### [WORK INSTRUCTION]
Please repeat the records below exactly, from the first line through the line containing "Turn all roads that are not paths in the image", and nothing more.

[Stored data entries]
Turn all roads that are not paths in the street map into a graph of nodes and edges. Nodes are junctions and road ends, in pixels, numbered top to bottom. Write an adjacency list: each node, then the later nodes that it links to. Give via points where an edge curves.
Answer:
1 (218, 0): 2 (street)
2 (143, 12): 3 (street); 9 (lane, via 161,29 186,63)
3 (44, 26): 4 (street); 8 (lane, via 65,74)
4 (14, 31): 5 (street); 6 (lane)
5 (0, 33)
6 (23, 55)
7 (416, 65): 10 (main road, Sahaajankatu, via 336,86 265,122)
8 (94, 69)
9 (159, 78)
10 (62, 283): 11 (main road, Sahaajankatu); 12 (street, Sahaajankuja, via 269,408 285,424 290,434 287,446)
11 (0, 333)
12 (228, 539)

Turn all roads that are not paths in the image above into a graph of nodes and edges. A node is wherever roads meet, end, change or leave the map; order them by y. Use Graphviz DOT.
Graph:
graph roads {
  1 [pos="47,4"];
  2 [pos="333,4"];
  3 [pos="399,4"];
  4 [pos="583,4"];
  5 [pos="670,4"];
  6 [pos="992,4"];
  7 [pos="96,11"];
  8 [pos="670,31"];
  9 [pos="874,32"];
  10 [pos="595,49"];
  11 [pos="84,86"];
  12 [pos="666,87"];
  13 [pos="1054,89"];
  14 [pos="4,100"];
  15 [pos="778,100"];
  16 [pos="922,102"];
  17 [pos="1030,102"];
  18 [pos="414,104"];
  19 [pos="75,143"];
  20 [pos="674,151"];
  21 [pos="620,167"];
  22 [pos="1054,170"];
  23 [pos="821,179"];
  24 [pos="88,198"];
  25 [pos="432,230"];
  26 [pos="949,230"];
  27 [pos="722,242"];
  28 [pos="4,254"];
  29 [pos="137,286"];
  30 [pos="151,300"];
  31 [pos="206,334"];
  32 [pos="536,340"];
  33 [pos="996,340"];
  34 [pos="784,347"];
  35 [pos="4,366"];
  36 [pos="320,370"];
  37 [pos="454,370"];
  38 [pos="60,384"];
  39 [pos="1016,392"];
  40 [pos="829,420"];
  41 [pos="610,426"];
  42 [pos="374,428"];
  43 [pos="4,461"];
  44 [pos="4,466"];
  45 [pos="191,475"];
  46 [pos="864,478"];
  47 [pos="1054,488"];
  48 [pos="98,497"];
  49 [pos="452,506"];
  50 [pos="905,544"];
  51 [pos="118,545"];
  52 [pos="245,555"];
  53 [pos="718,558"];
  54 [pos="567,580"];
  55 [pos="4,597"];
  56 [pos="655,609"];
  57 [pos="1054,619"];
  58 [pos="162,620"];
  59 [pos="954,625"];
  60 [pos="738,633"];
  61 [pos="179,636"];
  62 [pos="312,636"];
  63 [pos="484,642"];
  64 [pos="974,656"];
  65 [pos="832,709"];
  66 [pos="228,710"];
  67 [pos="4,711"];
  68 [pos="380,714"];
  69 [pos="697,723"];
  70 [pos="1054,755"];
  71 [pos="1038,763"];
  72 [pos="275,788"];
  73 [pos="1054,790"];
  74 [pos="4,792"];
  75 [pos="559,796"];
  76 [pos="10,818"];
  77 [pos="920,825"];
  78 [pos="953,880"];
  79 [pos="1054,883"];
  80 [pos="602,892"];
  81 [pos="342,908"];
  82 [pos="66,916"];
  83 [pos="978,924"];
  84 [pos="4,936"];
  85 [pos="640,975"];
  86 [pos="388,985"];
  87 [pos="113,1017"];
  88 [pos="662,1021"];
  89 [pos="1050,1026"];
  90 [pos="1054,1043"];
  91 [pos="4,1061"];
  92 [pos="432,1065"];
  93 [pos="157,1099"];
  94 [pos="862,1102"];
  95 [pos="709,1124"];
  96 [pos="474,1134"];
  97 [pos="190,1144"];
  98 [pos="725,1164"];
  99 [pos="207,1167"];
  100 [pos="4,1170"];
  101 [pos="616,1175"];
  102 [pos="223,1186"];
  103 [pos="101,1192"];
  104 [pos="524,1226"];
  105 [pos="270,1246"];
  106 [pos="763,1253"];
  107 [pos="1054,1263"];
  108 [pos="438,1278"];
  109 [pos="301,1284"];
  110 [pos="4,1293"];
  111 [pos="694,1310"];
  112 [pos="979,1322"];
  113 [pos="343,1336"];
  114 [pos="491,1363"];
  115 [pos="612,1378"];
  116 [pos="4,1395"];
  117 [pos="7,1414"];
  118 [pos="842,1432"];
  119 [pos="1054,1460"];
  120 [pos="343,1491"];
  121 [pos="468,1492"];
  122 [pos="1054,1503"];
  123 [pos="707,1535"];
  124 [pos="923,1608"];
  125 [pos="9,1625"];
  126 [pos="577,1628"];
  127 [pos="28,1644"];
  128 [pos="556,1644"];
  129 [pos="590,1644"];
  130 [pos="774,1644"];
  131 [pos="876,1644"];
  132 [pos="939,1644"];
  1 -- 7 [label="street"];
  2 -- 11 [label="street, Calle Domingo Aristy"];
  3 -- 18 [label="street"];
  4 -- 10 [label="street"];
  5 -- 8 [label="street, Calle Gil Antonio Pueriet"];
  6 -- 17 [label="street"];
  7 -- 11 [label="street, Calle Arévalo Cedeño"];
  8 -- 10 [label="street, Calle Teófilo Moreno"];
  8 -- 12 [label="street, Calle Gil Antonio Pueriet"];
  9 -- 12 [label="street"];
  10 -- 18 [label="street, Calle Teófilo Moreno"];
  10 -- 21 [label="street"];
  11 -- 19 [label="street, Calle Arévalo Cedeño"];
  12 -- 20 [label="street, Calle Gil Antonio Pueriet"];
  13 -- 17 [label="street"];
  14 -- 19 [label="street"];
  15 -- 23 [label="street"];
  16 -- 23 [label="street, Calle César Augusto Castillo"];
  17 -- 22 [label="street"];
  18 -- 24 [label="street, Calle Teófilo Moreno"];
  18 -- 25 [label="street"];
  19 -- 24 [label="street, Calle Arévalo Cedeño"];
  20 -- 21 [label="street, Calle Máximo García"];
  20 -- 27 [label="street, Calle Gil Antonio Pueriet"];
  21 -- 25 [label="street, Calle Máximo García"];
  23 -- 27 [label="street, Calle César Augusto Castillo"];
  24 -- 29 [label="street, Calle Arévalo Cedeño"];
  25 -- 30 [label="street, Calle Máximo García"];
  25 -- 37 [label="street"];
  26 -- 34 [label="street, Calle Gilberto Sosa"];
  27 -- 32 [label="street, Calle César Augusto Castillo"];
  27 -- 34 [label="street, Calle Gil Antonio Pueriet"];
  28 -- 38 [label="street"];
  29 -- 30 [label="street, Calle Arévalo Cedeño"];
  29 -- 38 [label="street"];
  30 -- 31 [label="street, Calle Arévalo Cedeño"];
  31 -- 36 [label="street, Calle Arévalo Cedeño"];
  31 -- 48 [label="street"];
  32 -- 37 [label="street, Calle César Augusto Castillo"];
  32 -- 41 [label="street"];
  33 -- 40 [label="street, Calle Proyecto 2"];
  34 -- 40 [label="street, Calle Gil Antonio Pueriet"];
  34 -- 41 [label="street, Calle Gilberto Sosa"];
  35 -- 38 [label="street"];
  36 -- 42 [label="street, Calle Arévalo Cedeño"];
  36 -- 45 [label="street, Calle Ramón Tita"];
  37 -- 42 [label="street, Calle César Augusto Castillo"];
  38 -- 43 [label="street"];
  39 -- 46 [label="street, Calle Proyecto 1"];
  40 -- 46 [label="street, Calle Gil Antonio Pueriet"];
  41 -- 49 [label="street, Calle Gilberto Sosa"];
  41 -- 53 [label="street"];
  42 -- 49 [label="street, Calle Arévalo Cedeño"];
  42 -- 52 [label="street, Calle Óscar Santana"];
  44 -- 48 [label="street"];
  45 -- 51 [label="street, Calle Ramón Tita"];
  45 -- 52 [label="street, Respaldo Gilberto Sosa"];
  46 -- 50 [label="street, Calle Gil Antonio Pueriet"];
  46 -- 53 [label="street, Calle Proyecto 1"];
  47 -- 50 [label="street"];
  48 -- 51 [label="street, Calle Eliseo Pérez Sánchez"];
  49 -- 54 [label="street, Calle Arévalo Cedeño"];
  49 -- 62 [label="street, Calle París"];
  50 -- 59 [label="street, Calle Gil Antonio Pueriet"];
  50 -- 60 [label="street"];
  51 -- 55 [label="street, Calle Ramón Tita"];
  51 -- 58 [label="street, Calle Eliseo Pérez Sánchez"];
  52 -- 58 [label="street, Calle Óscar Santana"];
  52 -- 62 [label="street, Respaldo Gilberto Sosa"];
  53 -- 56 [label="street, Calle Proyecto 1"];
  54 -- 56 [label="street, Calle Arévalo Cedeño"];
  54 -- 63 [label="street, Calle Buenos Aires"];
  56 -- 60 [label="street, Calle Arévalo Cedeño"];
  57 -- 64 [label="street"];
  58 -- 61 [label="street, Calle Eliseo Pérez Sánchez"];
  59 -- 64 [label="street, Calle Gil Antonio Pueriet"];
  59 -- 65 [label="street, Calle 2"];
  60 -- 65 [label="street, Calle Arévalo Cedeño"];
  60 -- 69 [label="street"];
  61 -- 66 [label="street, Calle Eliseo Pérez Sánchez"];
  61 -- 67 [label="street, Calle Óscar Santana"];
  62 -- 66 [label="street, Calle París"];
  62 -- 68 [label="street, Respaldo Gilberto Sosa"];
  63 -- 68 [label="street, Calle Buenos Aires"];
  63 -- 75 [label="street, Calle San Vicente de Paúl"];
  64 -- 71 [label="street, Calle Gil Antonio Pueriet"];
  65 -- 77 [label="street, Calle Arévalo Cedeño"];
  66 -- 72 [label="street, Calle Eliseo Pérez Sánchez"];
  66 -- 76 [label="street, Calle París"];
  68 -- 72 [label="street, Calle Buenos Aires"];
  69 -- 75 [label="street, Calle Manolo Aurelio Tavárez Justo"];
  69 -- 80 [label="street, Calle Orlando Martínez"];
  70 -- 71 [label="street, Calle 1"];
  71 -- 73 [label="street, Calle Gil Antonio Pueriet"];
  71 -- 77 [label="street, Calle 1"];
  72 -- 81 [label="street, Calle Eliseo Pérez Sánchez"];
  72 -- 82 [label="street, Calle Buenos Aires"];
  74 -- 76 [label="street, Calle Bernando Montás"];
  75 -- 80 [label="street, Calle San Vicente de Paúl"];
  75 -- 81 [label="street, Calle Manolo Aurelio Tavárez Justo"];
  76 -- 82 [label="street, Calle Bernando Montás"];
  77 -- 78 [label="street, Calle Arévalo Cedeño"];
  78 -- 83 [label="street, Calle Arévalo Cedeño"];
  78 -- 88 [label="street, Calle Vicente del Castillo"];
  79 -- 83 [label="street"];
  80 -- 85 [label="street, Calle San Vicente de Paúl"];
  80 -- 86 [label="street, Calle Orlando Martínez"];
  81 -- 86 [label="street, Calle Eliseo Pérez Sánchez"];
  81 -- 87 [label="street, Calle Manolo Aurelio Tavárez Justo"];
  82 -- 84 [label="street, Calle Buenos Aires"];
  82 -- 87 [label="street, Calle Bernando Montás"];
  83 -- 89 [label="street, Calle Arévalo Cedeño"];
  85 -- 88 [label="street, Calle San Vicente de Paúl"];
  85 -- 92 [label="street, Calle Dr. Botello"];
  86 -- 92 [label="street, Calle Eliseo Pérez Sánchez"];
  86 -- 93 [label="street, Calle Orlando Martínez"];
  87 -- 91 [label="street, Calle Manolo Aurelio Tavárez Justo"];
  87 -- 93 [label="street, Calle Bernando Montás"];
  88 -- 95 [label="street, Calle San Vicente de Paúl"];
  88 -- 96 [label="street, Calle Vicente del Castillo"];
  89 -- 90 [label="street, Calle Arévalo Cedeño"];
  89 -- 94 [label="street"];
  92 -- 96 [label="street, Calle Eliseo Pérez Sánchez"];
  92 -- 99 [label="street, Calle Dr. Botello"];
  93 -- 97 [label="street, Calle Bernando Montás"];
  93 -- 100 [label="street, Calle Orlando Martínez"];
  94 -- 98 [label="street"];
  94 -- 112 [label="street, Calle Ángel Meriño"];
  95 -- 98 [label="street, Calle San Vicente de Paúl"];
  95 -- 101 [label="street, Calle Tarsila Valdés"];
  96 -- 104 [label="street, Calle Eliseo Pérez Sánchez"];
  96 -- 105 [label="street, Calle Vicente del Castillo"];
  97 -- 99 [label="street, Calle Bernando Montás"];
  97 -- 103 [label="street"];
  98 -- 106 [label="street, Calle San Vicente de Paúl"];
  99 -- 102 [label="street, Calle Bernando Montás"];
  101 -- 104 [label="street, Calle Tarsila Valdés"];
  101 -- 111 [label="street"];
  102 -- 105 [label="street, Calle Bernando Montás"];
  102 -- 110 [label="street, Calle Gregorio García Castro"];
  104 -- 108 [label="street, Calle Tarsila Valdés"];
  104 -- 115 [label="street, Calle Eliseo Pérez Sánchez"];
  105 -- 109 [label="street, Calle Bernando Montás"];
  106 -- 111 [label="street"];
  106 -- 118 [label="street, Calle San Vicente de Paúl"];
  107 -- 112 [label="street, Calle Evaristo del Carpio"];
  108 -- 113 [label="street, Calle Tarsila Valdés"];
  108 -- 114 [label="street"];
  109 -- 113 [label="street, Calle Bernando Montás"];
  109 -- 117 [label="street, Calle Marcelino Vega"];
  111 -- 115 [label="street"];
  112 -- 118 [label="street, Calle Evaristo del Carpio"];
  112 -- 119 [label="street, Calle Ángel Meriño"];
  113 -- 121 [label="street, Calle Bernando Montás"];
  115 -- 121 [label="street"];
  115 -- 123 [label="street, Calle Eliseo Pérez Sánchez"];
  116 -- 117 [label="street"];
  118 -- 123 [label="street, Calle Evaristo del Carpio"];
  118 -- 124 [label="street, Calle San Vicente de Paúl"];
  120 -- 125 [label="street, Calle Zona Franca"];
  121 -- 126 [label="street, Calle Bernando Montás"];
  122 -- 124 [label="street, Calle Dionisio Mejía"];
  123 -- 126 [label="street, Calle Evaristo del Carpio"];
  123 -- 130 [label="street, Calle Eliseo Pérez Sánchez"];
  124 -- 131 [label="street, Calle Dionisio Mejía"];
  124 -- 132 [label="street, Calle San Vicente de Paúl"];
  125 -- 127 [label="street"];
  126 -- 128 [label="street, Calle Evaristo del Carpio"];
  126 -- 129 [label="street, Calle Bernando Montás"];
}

### [RESULT]
Turn all roads that are not paths in the street map into a graph of nodes and edges. Nodes are junctions and road ends, in pixels, numbered top to bottom. Write an adjacency list: each node, then the later nodes that it links to. Give via points where an edge curves.
Answer:
1 (218, 0): 2 (street)
2 (143, 12): 3 (street); 9 (lane, via 161,29 186,63)
3 (44, 26): 4 (street); 8 (lane, via 65,74)
4 (14, 31): 5 (street); 6 (lane)
5 (0, 33)
6 (23, 55)
7 (416, 65): 10 (main road, Sahaajankatu, via 336,86 265,122)
8 (94, 69)
9 (159, 78)
10 (62, 283): 11 (main road, Sahaajankatu); 12 (street, Sahaajankuja, via 269,408 285,424 290,434 287,446)
11 (0, 333)
12 (228, 539)

Turn all roads that are not paths in the image above into a graph of nodes and edges. A node is wherever roads meet, end, change or leave the map; order them by y. Use Graphviz DOT.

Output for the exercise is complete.